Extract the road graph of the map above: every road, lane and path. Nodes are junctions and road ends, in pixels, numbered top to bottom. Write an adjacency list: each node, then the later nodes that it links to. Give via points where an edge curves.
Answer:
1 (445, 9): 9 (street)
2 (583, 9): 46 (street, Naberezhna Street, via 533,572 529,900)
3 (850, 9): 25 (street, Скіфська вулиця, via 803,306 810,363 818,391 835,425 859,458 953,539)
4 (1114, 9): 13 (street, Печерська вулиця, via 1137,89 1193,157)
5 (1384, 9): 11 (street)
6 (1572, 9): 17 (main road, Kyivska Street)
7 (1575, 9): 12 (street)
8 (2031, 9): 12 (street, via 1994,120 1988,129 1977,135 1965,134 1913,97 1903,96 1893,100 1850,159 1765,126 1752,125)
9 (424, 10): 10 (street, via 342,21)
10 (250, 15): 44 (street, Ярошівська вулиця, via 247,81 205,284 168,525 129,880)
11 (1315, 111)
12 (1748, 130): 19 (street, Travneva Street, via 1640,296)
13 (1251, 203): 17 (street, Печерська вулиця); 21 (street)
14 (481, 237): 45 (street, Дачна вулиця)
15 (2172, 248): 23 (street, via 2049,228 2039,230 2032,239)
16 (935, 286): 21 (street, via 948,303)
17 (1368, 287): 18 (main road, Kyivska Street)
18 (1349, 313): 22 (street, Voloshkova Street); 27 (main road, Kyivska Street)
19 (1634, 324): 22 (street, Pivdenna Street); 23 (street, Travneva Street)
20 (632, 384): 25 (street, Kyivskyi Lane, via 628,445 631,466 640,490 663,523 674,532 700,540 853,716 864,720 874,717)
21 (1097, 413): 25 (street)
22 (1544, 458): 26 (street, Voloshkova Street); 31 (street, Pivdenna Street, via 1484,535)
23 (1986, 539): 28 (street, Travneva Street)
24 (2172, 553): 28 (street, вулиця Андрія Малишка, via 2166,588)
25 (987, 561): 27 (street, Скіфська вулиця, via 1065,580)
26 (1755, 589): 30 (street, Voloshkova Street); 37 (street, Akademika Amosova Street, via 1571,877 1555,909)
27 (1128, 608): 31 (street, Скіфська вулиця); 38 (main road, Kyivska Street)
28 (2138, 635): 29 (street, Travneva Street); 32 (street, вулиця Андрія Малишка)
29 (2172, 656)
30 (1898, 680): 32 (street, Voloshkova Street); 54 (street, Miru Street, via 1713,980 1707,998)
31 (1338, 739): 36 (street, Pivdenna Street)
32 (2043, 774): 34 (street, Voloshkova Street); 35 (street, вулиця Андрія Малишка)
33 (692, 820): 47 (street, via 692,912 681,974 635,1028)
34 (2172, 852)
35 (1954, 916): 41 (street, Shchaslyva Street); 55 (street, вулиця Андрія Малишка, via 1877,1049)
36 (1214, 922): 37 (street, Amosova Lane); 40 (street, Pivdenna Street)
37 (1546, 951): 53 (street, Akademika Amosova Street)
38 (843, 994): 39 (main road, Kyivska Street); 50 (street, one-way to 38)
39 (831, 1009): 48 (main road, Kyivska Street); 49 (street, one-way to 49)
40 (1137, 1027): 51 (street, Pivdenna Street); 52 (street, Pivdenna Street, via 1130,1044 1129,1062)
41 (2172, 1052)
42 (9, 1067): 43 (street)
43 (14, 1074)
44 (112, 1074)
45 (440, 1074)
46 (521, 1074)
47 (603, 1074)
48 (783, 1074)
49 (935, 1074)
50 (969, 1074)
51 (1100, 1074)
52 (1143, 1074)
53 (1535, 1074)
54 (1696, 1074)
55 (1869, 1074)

========

_Task description_
From the first entry to the last, reproduce everything precisely.

_Answer below_
Extract the road graph of the map above: every road, lane and path. Nodes are junctions and road ends, in pixels, numbered top to bottom. Write an adjacency list: each node, then the later nodes that it links to. Give via points where an edge curves.
Answer:
1 (445, 9): 9 (street)
2 (583, 9): 46 (street, Naberezhna Street, via 533,572 529,900)
3 (850, 9): 25 (street, Скіфська вулиця, via 803,306 810,363 818,391 835,425 859,458 953,539)
4 (1114, 9): 13 (street, Печерська вулиця, via 1137,89 1193,157)
5 (1384, 9): 11 (street)
6 (1572, 9): 17 (main road, Kyivska Street)
7 (1575, 9): 12 (street)
8 (2031, 9): 12 (street, via 1994,120 1988,129 1977,135 1965,134 1913,97 1903,96 1893,100 1850,159 1765,126 1752,125)
9 (424, 10): 10 (street, via 342,21)
10 (250, 15): 44 (street, Ярошівська вулиця, via 247,81 205,284 168,525 129,880)
11 (1315, 111)
12 (1748, 130): 19 (street, Travneva Street, via 1640,296)
13 (1251, 203): 17 (street, Печерська вулиця); 21 (street)
14 (481, 237): 45 (street, Дачна вулиця)
15 (2172, 248): 23 (street, via 2049,228 2039,230 2032,239)
16 (935, 286): 21 (street, via 948,303)
17 (1368, 287): 18 (main road, Kyivska Street)
18 (1349, 313): 22 (street, Voloshkova Street); 27 (main road, Kyivska Street)
19 (1634, 324): 22 (street, Pivdenna Street); 23 (street, Travneva Street)
20 (632, 384): 25 (street, Kyivskyi Lane, via 628,445 631,466 640,490 663,523 674,532 700,540 853,716 864,720 874,717)
21 (1097, 413): 25 (street)
22 (1544, 458): 26 (street, Voloshkova Street); 31 (street, Pivdenna Street, via 1484,535)
23 (1986, 539): 28 (street, Travneva Street)
24 (2172, 553): 28 (street, вулиця Андрія Малишка, via 2166,588)
25 (987, 561): 27 (street, Скіфська вулиця, via 1065,580)
26 (1755, 589): 30 (street, Voloshkova Street); 37 (street, Akademika Amosova Street, via 1571,877 1555,909)
27 (1128, 608): 31 (street, Скіфська вулиця); 38 (main road, Kyivska Street)
28 (2138, 635): 29 (street, Travneva Street); 32 (street, вулиця Андрія Малишка)
29 (2172, 656)
30 (1898, 680): 32 (street, Voloshkova Street); 54 (street, Miru Street, via 1713,980 1707,998)
31 (1338, 739): 36 (street, Pivdenna Street)
32 (2043, 774): 34 (street, Voloshkova Street); 35 (street, вулиця Андрія Малишка)
33 (692, 820): 47 (street, via 692,912 681,974 635,1028)
34 (2172, 852)
35 (1954, 916): 41 (street, Shchaslyva Street); 55 (street, вулиця Андрія Малишка, via 1877,1049)
36 (1214, 922): 37 (street, Amosova Lane); 40 (street, Pivdenna Street)
37 (1546, 951): 53 (street, Akademika Amosova Street)
38 (843, 994): 39 (main road, Kyivska Street); 50 (street, one-way to 38)
39 (831, 1009): 48 (main road, Kyivska Street); 49 (street, one-way to 49)
40 (1137, 1027): 51 (street, Pivdenna Street); 52 (street, Pivdenna Street, via 1130,1044 1129,1062)
41 (2172, 1052)
42 (9, 1067): 43 (street)
43 (14, 1074)
44 (112, 1074)
45 (440, 1074)
46 (521, 1074)
47 (603, 1074)
48 (783, 1074)
49 (935, 1074)
50 (969, 1074)
51 (1100, 1074)
52 (1143, 1074)
53 (1535, 1074)
54 (1696, 1074)
55 (1869, 1074)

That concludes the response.